Anthony Fauci Is Repeating Mistakes He Made During AIDS Crisis, Columnist Says

Dr. Anthony Fauci looks on.

Dr. Anthony Fauci, the director of the National Institute of Allergy and Infectious Diseases (NIAID) and President Joe Biden’s chief medical adviser, has served in the American public health sector for more than five decades.

Fauci rose to national prominence during the AIDS epidemic in the 1980s, when members of the LGBTQ community accused him of spreading hysteria and homophobia.

Now in charge of the U.S. government’s response to the coronavirus pandemic, Fauci is once again being accused of inducing panic and spreading misleading information.

Columnist Slams Fauci

Writing in The Wall Street Journal, columnist John Tierney argued that Fauci is repeating the same mistakes he made decades ago during the AIDS crisis.

At the time, experts like Fauci claimed AIDS — which was spreading among drug users and gay men — would "devastate" the entire population.

In fact, in an 1983 editorial in the Journal of the American Medical Association, Fauci claimed that AIDS could even infect children because "the possibility that routine close contact, as within a family household, can spread the disease."

We now know, of course, that Dr.

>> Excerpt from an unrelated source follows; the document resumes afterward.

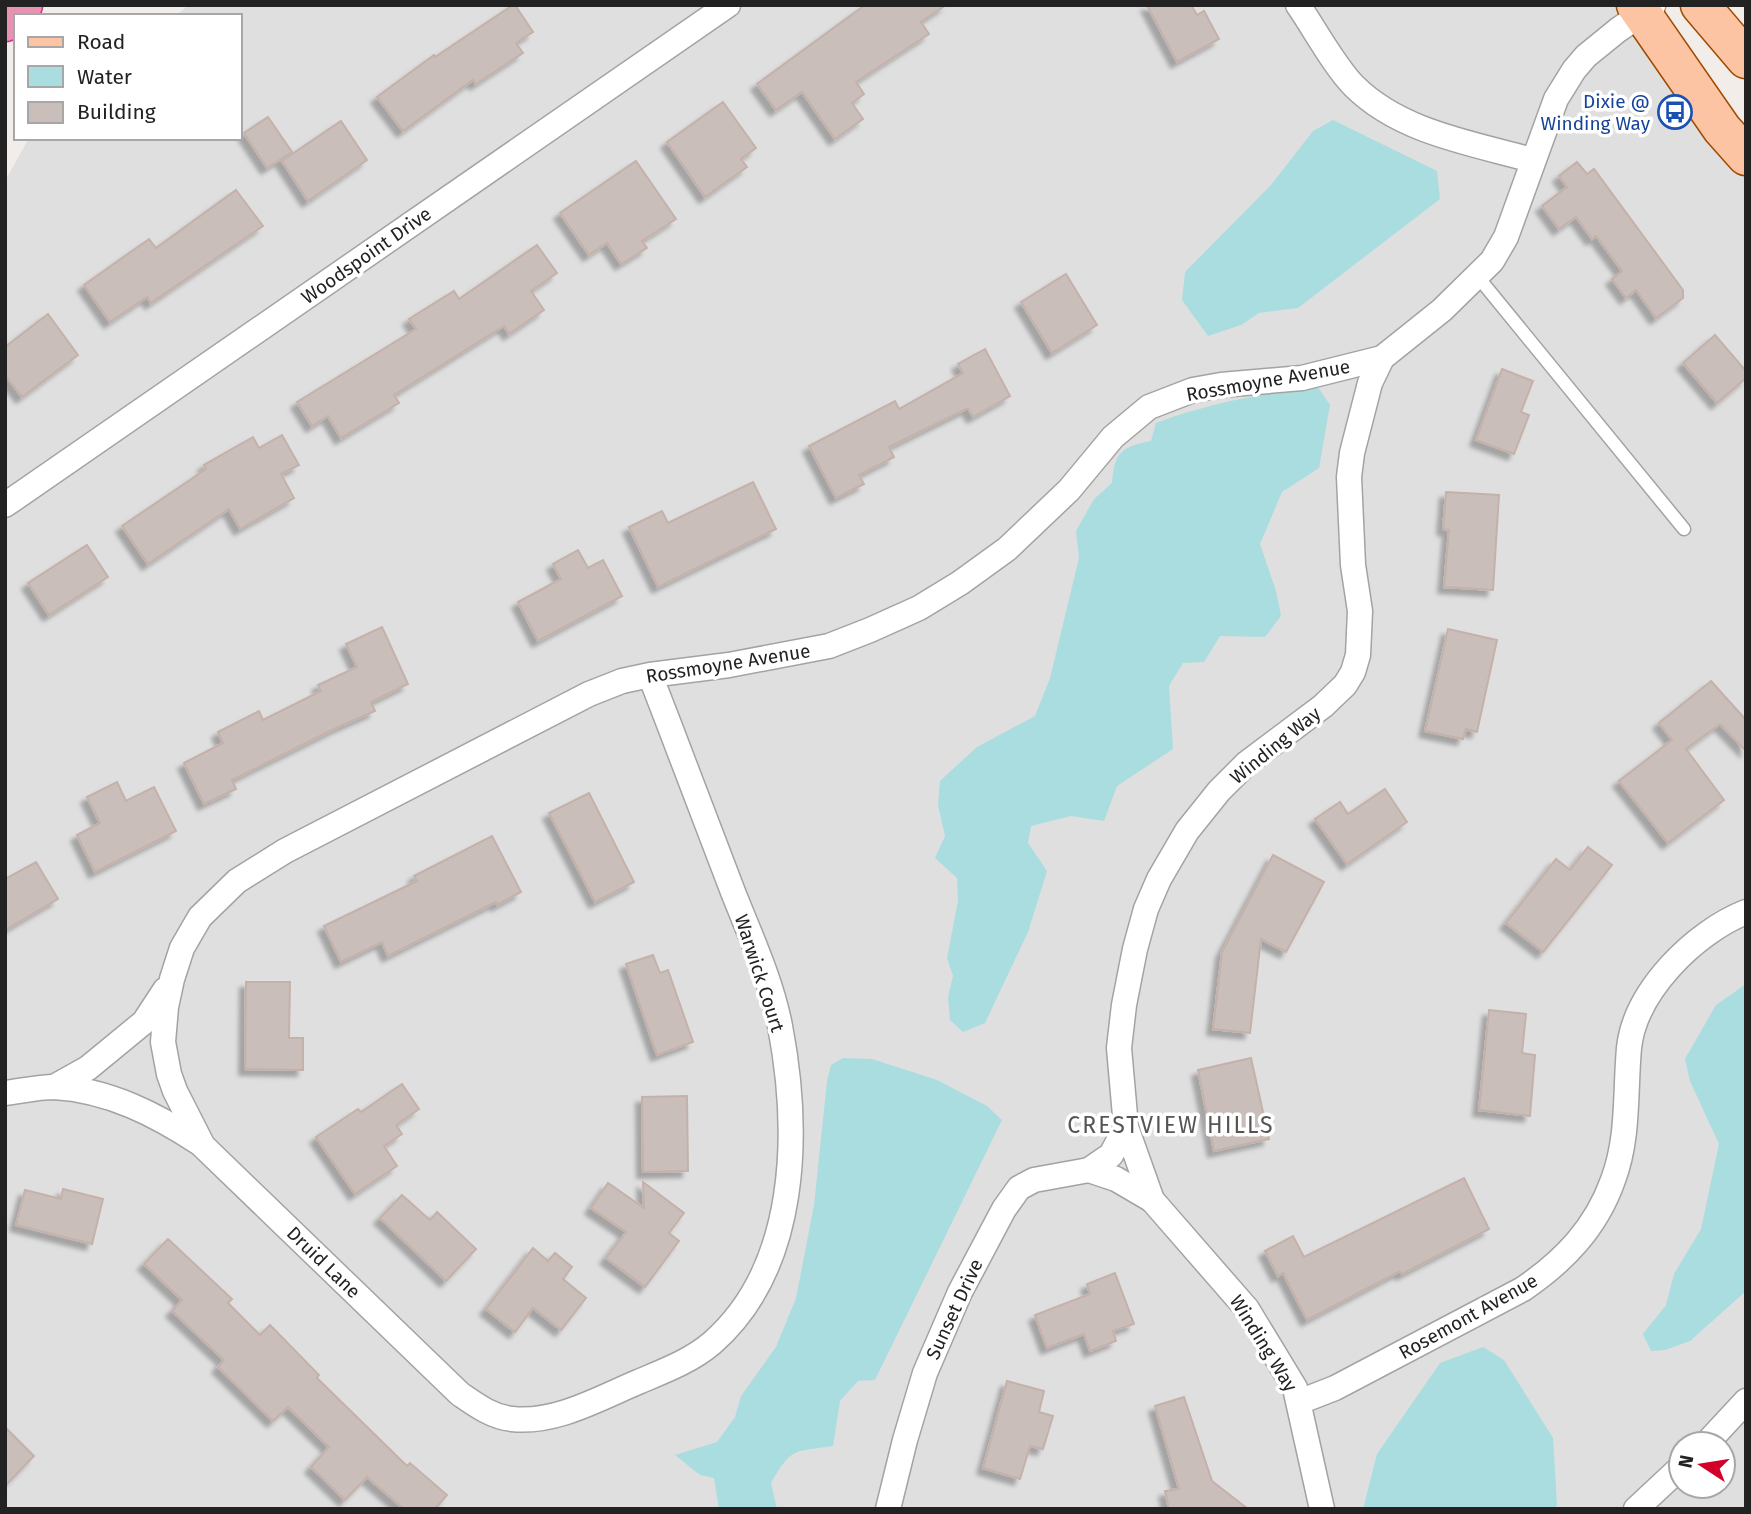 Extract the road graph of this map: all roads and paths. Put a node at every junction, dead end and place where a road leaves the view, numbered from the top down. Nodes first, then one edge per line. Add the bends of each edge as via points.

Fauci’s theory was wrong.

Flip-Flopping

Less than two months after claiming that AIDS could infect children, Fauci completely changed his mind and said that it was "absolutely preposterous" to suggest that the disease could spread so easily.

Fauci has flip-flopped numerous times amid the COVID-19 pandemic, as reported by Fox News.

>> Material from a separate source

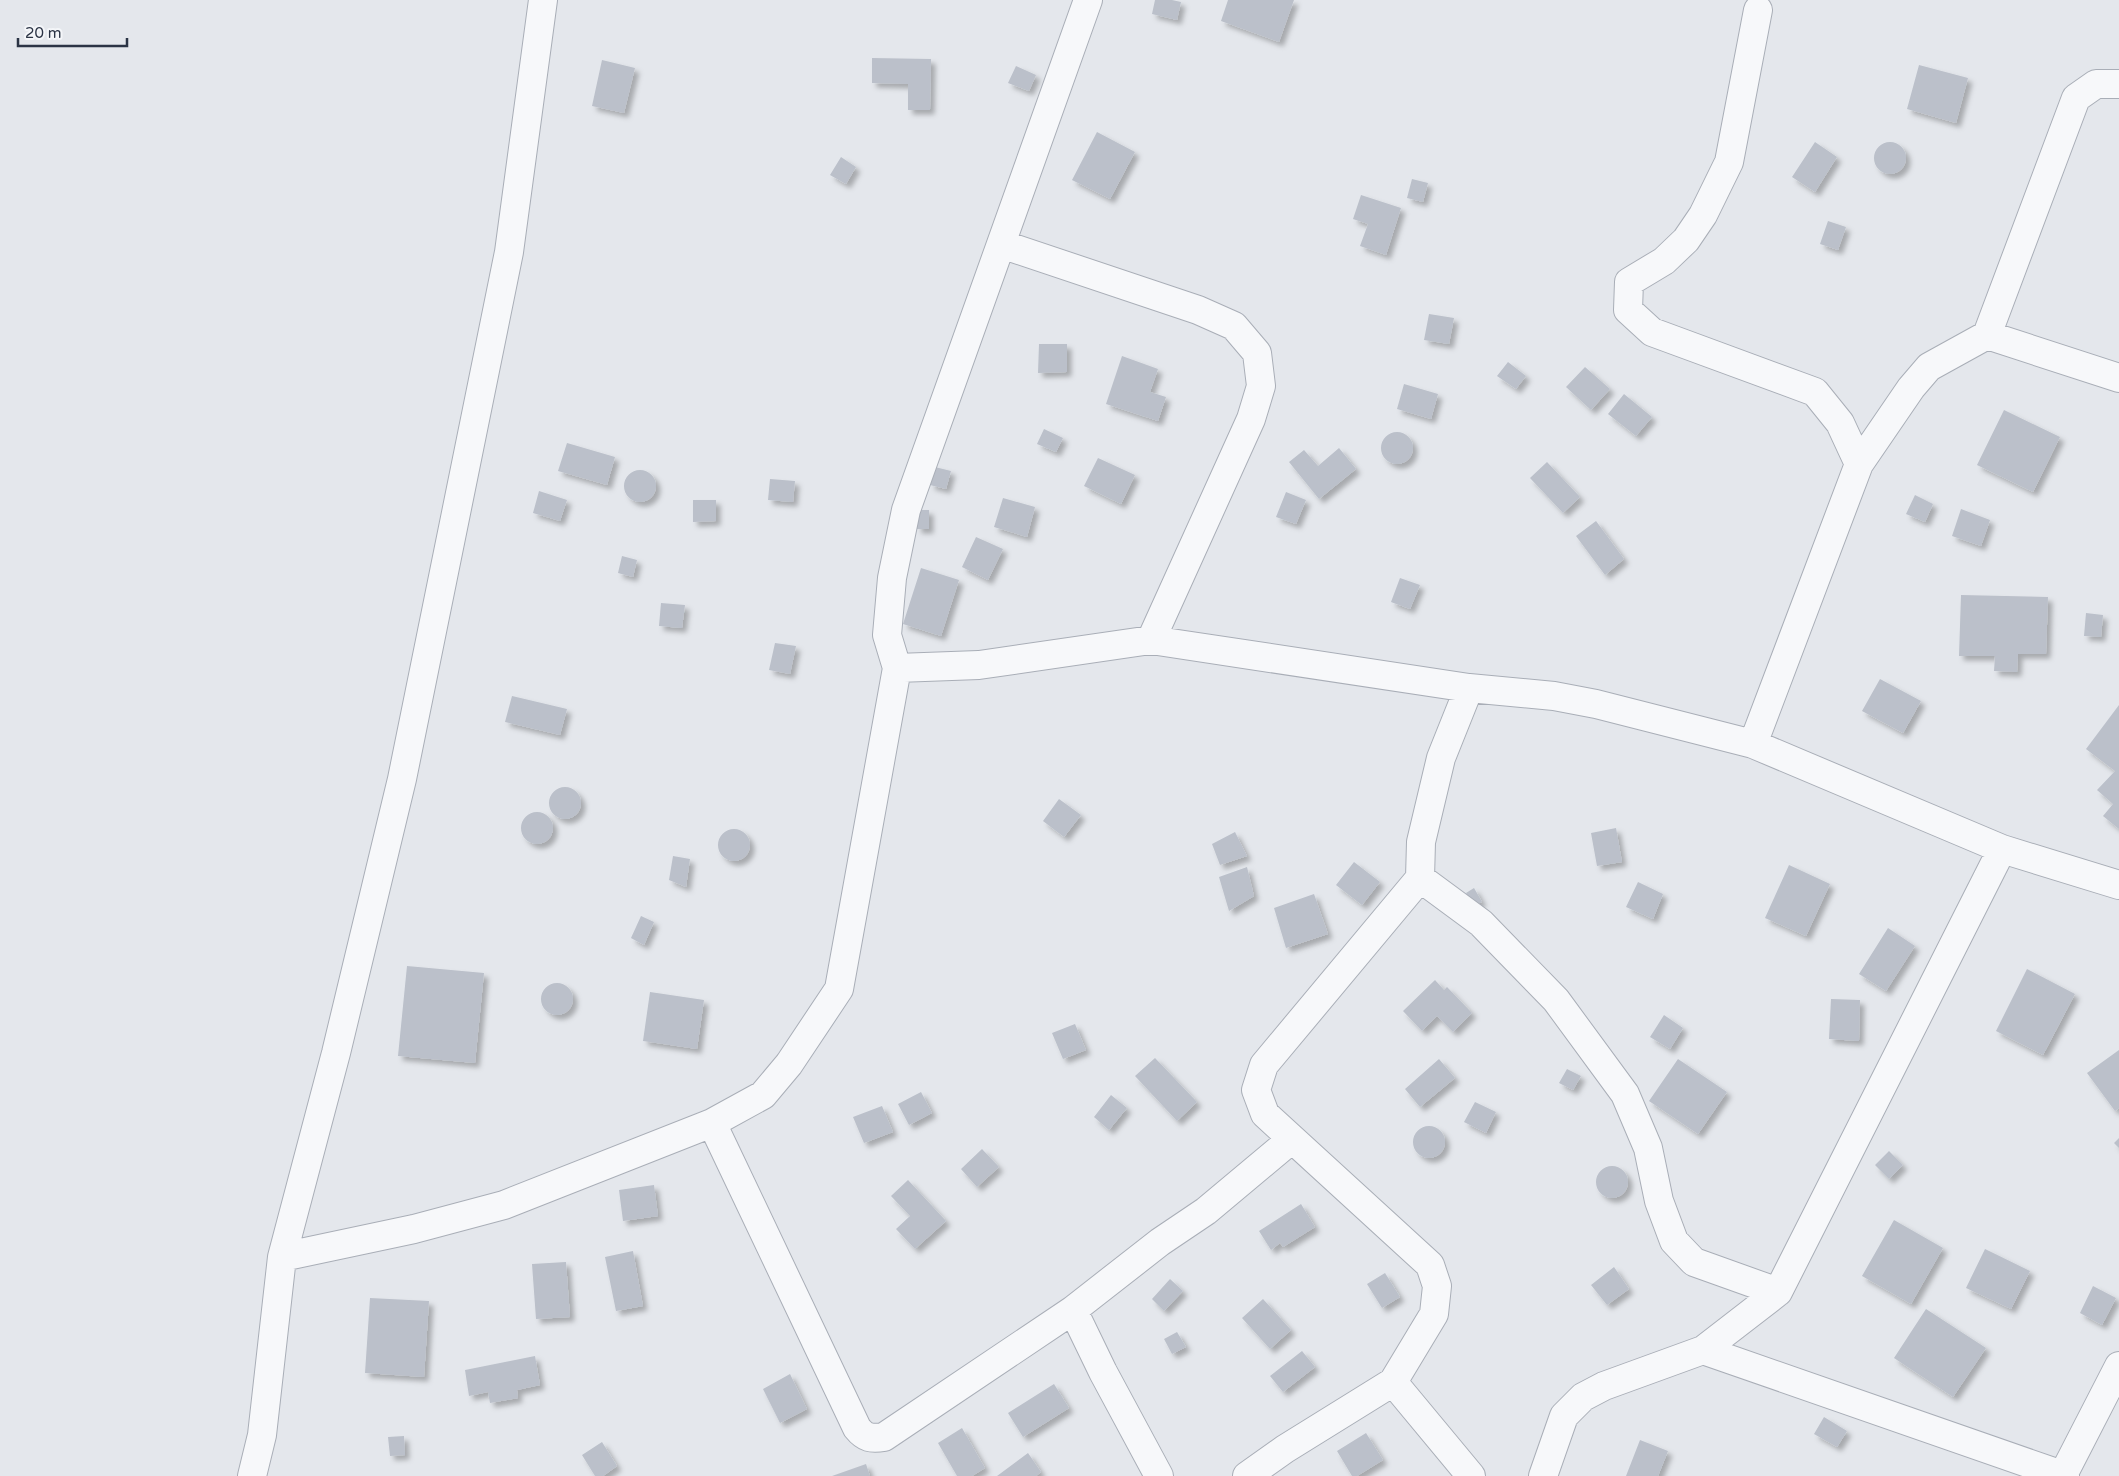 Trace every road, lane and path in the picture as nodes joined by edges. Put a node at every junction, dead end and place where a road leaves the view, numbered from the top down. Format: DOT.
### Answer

For instance, in January 2020 Fauci said that coronavirus was a "very, very low risk to the United States." He also warned people against buying face masks and described them as unnecessary, but then abruptly changed his mind — now he says even fully vaccinated people should wear masks.

AIDS Vs. Coronavirus

"Even at the height of the AIDS panic, there was some skepticism across the political spectrum," Tierney wrote, but there is none today.

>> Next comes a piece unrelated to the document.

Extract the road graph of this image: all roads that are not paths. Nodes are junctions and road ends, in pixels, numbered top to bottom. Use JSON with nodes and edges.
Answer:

According to the columnist, "AIDS fear-mongers" like Fauci were never held responsible. They are now once again spreading fear and panic, promoting draconian laws and mandates, and facing very little pushback.

"The journalistic, political and scientific establishments haven’t merely ignored the lessons of the AIDS epidemic. They’ve repeated and amplified the mistakes, spreading more needless fear and eliminating more civil liberties than the AIDS alarmists ever imagined."

Is Tierney Right?

Dr. Anthony Fauci delivers remarks.

Though many agree with Fauci’s current recommendations and believe he is doing a good job leading the response to the pandemic, some believe political elites are consolidating power under the pretense of fighting COVID-19.

The founder of the Brownstone Institute for Social and Economic Research Jeffrey A. Tucker wrote in a recent op-ed that the fight against coronavirus is actually "starting to look like an old-fashioned political purge, whether justified by fake science or theology."

"It is happening at many levels of society," Tucker added.